• DESCRIPTION OF THE TASK:
Look through the entries below and show every line containing the word "Wisma".

• SOURCE MATERIAL:
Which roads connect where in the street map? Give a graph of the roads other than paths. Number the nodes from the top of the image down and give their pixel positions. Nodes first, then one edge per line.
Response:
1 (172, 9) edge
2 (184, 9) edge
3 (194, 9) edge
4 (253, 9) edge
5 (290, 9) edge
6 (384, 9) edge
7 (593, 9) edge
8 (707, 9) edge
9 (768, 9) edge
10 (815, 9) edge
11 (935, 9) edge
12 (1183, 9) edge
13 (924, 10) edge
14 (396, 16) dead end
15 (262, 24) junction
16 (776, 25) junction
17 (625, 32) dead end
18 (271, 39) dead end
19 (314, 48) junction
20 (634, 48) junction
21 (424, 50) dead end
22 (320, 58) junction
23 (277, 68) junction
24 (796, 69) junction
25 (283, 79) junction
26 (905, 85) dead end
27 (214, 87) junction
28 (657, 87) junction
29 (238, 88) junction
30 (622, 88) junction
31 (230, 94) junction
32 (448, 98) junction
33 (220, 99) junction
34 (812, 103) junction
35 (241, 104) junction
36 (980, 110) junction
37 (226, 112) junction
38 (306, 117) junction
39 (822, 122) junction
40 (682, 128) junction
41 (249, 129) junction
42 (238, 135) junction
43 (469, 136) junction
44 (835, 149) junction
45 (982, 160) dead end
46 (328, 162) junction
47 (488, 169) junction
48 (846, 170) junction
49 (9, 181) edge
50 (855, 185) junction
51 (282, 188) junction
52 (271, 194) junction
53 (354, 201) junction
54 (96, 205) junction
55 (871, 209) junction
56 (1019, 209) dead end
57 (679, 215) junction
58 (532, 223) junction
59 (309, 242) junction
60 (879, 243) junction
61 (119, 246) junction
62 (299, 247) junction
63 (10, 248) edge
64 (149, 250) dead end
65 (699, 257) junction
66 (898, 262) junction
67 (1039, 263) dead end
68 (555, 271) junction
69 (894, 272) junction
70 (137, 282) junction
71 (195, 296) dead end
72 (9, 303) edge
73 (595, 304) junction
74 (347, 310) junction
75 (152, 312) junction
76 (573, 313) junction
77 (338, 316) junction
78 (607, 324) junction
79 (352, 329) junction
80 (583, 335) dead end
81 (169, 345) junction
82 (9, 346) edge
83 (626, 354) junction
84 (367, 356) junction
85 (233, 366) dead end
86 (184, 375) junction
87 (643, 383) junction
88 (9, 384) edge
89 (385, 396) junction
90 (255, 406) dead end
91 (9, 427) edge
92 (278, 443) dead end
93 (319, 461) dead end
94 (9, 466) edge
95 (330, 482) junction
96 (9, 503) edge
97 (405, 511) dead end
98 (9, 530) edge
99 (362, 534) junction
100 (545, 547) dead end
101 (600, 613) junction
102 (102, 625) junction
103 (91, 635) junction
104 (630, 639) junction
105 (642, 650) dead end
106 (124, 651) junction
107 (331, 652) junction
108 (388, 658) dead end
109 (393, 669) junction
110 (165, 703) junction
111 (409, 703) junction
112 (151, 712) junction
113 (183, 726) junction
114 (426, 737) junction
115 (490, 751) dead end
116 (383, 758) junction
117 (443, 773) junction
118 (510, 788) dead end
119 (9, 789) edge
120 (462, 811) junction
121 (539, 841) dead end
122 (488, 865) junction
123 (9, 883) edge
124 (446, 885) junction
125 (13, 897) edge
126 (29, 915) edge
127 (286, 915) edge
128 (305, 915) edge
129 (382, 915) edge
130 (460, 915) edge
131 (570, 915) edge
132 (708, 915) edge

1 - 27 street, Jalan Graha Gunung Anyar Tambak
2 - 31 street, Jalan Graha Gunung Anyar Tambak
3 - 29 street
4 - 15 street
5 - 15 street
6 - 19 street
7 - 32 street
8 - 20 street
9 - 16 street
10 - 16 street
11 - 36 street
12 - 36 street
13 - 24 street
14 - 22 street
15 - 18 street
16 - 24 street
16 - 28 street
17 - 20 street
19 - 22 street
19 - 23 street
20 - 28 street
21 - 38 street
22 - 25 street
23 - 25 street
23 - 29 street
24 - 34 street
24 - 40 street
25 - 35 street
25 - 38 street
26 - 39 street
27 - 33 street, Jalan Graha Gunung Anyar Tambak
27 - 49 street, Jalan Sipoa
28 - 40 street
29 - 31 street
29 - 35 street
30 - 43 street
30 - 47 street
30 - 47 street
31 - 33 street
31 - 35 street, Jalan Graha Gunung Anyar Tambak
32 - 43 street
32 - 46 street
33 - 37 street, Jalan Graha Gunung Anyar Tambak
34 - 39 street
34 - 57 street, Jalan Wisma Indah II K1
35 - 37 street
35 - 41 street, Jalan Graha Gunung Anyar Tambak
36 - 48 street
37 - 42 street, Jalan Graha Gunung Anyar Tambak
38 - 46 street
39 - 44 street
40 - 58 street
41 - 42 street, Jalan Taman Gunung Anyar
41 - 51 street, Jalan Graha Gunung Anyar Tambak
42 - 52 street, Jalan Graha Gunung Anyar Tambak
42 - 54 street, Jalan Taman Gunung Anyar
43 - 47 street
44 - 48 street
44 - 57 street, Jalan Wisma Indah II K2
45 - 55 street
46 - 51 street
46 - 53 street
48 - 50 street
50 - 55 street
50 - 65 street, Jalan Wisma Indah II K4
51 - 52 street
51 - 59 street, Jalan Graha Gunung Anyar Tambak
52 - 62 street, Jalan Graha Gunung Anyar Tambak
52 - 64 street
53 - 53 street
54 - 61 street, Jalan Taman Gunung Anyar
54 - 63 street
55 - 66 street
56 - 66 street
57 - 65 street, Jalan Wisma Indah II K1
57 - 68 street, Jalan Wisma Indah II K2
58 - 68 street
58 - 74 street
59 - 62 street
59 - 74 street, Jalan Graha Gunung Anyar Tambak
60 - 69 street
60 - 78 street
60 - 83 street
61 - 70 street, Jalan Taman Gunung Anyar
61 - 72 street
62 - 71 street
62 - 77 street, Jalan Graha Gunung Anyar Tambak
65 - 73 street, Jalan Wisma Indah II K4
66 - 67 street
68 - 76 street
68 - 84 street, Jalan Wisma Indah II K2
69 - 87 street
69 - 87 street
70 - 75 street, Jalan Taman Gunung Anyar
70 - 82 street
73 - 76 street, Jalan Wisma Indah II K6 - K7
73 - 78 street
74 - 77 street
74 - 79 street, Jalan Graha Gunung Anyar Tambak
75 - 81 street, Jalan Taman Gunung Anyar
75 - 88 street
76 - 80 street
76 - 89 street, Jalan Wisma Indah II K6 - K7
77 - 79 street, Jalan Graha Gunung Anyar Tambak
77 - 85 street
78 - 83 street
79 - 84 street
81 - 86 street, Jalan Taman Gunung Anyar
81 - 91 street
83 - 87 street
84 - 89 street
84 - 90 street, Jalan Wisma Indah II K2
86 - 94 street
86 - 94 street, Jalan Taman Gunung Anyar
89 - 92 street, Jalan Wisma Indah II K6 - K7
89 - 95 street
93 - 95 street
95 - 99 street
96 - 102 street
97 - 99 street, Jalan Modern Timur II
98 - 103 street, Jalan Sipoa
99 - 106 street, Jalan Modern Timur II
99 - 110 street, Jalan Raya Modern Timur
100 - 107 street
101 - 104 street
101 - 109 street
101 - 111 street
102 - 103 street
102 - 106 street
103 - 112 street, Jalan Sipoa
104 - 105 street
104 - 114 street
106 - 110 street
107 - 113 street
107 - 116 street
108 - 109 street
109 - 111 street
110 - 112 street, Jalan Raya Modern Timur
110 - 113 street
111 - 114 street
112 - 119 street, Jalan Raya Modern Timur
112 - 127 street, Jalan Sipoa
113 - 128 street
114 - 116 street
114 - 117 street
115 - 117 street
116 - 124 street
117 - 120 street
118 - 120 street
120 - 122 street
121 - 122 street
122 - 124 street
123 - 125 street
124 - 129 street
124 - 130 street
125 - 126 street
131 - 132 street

• SOLUTION TO THIS PROBLEM:
34 - 57 street, Jalan Wisma Indah II K1
44 - 57 street, Jalan Wisma Indah II K2
50 - 65 street, Jalan Wisma Indah II K4
57 - 65 street, Jalan Wisma Indah II K1
57 - 68 street, Jalan Wisma Indah II K2
65 - 73 street, Jalan Wisma Indah II K4
68 - 84 street, Jalan Wisma Indah II K2
73 - 76 street, Jalan Wisma Indah II K6 - K7
76 - 89 street, Jalan Wisma Indah II K6 - K7
84 - 90 street, Jalan Wisma Indah II K2
89 - 92 street, Jalan Wisma Indah II K6 - K7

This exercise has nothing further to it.